__Problem details__:
What is the number of lines below that include the string "BARAT"? Provide that number alone.

Collected data entries:

= = = =

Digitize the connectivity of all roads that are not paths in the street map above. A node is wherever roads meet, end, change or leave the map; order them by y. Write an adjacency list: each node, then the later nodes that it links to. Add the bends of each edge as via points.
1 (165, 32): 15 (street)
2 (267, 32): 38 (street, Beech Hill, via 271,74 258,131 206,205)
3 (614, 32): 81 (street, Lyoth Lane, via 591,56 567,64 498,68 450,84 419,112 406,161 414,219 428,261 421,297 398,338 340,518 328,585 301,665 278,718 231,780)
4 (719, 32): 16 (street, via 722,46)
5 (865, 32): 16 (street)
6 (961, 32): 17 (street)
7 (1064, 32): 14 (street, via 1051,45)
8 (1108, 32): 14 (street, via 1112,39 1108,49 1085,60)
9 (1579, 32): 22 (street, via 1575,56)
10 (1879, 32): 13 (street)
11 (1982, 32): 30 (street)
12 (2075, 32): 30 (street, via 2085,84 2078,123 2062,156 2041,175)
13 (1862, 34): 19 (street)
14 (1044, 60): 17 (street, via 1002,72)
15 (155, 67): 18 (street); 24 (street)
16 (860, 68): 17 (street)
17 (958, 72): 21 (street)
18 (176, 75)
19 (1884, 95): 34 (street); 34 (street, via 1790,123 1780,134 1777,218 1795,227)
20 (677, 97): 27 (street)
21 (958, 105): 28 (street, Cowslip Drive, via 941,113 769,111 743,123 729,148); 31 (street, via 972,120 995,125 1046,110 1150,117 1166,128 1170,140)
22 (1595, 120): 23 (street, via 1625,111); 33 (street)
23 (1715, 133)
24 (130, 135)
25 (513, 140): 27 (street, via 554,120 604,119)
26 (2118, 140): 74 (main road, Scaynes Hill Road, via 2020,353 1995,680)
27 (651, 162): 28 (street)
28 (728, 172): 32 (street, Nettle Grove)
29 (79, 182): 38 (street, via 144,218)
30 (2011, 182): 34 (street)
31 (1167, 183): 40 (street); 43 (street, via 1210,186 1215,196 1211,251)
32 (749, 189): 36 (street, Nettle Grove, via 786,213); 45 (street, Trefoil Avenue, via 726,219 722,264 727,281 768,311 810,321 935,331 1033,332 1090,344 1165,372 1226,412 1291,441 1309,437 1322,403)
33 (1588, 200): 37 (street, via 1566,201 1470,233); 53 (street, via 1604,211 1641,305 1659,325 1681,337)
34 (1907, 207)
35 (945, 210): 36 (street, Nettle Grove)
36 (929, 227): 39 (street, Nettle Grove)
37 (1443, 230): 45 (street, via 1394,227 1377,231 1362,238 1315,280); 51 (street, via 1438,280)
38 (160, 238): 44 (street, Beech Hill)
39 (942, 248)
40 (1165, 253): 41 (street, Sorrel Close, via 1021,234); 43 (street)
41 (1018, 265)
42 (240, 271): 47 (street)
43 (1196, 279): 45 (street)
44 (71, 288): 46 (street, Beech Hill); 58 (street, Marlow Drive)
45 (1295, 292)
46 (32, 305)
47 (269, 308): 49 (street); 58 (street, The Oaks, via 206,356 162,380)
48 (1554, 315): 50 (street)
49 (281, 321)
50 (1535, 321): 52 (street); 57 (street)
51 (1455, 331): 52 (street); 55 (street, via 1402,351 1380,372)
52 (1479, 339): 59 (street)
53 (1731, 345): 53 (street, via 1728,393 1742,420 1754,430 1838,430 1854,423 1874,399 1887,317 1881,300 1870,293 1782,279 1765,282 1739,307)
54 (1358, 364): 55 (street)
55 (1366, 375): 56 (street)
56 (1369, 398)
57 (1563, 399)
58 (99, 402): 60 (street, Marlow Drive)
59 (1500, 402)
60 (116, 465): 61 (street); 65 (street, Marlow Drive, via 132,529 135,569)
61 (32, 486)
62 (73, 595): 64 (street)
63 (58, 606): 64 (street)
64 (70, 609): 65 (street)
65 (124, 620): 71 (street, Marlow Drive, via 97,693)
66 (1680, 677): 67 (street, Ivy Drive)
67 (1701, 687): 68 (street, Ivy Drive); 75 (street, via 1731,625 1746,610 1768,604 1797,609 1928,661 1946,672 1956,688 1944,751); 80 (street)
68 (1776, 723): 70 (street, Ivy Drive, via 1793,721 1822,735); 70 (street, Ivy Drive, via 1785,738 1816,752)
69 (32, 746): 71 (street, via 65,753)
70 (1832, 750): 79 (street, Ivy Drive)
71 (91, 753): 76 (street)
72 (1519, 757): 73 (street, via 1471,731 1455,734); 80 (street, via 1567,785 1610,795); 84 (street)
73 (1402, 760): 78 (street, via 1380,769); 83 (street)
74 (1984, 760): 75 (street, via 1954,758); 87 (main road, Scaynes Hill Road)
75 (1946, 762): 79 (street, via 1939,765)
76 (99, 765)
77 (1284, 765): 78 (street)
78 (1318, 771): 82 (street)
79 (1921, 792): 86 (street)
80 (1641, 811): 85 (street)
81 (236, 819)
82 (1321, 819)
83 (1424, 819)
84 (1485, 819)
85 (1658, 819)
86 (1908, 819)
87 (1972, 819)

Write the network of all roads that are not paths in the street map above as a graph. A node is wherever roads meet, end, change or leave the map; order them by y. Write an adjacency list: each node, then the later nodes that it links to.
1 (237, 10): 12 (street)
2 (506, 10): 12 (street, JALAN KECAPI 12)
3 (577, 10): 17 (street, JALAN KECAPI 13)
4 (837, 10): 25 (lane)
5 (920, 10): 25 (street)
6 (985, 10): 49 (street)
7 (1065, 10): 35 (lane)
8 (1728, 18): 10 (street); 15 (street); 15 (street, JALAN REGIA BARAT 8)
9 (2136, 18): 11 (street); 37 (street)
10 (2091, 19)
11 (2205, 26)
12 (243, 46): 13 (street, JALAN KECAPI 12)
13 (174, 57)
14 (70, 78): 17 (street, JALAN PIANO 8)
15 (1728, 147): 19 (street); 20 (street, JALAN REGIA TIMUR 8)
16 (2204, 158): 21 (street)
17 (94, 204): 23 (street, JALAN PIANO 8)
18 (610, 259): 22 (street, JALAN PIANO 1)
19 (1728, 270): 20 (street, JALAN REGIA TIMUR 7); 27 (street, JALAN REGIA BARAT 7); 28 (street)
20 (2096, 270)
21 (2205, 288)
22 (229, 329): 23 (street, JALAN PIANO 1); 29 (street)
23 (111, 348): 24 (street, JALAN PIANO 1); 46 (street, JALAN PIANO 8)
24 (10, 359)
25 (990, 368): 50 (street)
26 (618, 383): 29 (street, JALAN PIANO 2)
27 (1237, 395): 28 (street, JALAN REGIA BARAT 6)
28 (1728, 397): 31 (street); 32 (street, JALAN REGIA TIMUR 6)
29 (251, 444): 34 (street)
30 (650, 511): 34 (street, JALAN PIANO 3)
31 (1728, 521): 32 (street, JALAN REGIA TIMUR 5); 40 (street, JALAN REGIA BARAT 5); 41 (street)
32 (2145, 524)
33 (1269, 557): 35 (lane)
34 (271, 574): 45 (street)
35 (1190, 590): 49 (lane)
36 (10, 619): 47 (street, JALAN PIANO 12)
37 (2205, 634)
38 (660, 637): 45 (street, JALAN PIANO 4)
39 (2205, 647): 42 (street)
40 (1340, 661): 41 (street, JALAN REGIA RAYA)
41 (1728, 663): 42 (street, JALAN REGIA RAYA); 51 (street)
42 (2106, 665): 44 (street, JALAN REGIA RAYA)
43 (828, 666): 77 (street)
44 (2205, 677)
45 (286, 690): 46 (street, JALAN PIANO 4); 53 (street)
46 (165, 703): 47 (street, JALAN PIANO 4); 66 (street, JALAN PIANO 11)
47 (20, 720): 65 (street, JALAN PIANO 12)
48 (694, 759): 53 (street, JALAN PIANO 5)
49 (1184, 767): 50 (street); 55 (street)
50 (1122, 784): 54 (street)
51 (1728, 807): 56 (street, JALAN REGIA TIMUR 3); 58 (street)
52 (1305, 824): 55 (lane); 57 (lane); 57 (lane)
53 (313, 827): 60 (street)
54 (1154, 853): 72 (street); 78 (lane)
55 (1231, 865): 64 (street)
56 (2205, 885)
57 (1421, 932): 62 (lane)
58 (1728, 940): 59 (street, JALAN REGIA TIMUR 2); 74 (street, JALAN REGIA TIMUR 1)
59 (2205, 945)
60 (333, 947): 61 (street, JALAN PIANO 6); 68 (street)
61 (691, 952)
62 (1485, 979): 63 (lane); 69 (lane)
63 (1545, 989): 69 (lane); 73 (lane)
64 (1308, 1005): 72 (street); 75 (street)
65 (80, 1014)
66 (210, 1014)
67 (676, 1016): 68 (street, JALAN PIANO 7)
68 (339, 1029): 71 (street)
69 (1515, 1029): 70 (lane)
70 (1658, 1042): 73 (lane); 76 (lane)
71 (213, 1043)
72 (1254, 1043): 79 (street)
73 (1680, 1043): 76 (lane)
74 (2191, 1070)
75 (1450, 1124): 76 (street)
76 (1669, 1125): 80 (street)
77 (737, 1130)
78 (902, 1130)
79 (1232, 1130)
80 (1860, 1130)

= = = =

__Response to this exercise__:
4